### [What the task requires]
In the records below, find each line holding the word "Westridge" and copy it.

### [Records for the exercise]
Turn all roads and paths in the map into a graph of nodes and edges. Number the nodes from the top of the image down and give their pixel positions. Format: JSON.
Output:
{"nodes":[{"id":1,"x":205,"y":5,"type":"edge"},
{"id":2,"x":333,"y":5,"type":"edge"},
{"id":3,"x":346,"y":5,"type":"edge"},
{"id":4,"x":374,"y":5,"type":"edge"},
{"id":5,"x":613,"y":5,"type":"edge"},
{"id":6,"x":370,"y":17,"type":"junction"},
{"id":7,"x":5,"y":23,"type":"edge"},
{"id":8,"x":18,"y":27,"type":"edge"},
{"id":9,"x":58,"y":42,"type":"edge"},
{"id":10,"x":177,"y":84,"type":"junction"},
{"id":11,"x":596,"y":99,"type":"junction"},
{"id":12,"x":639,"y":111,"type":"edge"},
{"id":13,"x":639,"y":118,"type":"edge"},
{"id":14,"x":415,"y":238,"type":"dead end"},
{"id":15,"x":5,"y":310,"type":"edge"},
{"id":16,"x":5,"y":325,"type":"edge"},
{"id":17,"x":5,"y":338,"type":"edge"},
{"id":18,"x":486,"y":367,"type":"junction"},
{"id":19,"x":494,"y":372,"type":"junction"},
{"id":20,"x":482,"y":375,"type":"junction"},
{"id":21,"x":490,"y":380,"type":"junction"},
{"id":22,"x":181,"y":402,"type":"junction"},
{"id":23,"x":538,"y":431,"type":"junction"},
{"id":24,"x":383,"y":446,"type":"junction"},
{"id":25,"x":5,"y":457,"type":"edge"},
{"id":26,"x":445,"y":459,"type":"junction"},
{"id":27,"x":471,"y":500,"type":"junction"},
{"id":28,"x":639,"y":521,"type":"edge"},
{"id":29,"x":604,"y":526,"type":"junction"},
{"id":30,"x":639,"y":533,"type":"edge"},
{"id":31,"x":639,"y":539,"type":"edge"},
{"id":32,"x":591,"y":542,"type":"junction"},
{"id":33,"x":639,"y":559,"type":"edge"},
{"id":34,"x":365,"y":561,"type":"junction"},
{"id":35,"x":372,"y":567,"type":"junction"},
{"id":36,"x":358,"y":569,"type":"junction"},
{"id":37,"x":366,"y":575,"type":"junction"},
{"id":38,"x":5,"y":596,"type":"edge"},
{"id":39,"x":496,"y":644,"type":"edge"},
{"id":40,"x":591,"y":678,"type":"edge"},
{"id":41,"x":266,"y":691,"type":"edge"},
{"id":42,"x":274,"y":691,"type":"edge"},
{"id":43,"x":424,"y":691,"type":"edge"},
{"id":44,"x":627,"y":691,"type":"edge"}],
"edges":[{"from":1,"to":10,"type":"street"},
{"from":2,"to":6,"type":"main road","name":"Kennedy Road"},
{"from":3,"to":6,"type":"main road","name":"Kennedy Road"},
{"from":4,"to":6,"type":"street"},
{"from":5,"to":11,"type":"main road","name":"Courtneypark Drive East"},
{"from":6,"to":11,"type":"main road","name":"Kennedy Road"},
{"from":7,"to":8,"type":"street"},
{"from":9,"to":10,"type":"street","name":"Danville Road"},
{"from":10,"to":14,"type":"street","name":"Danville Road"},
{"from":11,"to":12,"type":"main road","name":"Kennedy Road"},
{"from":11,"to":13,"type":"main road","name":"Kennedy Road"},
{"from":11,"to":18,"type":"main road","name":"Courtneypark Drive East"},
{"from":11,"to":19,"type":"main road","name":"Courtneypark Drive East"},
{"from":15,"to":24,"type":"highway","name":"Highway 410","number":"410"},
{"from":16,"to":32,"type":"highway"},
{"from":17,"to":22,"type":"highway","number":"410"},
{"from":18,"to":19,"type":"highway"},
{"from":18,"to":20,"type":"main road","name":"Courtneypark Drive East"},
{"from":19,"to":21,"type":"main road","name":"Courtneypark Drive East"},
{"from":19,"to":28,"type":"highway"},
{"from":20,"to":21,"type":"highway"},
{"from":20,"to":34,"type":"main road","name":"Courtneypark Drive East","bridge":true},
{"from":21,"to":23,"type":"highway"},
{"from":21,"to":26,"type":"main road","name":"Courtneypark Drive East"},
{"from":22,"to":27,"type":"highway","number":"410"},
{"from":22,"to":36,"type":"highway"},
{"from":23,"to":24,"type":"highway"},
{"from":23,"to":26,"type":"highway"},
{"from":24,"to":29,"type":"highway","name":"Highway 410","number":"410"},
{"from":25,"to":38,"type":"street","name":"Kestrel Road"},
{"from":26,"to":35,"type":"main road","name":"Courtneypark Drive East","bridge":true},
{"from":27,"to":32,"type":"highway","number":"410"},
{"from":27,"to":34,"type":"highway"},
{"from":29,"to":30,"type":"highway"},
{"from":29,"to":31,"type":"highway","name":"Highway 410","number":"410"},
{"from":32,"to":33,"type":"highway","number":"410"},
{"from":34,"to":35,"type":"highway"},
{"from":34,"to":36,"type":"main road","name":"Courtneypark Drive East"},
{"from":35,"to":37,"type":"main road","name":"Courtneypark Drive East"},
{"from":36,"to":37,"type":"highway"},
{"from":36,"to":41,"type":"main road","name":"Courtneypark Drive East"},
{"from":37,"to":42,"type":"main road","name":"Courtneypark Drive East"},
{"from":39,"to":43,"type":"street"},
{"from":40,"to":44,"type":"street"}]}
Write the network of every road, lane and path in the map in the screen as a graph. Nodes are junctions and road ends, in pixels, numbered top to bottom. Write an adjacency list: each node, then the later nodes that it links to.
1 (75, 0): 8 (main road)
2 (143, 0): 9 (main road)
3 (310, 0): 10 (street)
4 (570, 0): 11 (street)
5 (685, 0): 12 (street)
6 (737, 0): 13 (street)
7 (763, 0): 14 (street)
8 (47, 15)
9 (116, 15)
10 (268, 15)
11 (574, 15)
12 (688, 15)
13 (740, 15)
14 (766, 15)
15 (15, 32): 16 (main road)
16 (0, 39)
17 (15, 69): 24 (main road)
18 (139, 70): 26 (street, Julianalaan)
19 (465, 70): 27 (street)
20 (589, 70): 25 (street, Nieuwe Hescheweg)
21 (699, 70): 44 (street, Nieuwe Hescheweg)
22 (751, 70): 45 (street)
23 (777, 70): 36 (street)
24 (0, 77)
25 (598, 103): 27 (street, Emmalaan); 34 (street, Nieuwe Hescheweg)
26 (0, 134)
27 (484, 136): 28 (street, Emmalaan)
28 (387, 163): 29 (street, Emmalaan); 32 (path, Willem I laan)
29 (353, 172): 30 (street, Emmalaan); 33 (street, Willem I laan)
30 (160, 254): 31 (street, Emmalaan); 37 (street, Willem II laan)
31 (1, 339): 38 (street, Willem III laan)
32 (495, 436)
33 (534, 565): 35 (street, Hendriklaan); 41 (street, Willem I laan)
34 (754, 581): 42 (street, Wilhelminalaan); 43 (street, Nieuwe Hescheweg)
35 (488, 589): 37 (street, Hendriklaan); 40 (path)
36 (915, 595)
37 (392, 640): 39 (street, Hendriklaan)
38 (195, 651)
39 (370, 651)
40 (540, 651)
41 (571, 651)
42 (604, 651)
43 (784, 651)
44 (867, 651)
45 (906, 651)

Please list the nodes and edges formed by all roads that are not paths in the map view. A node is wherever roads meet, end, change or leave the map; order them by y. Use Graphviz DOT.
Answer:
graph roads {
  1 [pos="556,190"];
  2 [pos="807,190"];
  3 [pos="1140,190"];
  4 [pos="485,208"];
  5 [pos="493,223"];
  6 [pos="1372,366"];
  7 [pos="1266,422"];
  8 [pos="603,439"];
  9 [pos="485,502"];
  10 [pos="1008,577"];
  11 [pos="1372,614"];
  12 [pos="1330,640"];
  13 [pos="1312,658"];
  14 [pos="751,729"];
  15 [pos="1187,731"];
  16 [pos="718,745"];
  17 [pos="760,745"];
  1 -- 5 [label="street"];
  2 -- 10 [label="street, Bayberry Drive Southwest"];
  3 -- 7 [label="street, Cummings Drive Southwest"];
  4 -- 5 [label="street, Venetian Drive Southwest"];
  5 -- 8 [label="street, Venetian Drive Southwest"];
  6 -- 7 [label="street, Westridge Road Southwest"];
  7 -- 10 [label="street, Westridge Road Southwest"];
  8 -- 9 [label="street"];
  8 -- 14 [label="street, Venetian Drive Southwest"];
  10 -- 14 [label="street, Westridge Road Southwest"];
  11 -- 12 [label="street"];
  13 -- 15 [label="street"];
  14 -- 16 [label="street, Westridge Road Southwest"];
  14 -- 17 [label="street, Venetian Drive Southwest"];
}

### [Output for this task]
  6 -- 7 [label="street, Westridge Road Southwest"];
  7 -- 10 [label="street, Westridge Road Southwest"];
  10 -- 14 [label="street, Westridge Road Southwest"];
  14 -- 16 [label="street, Westridge Road Southwest"];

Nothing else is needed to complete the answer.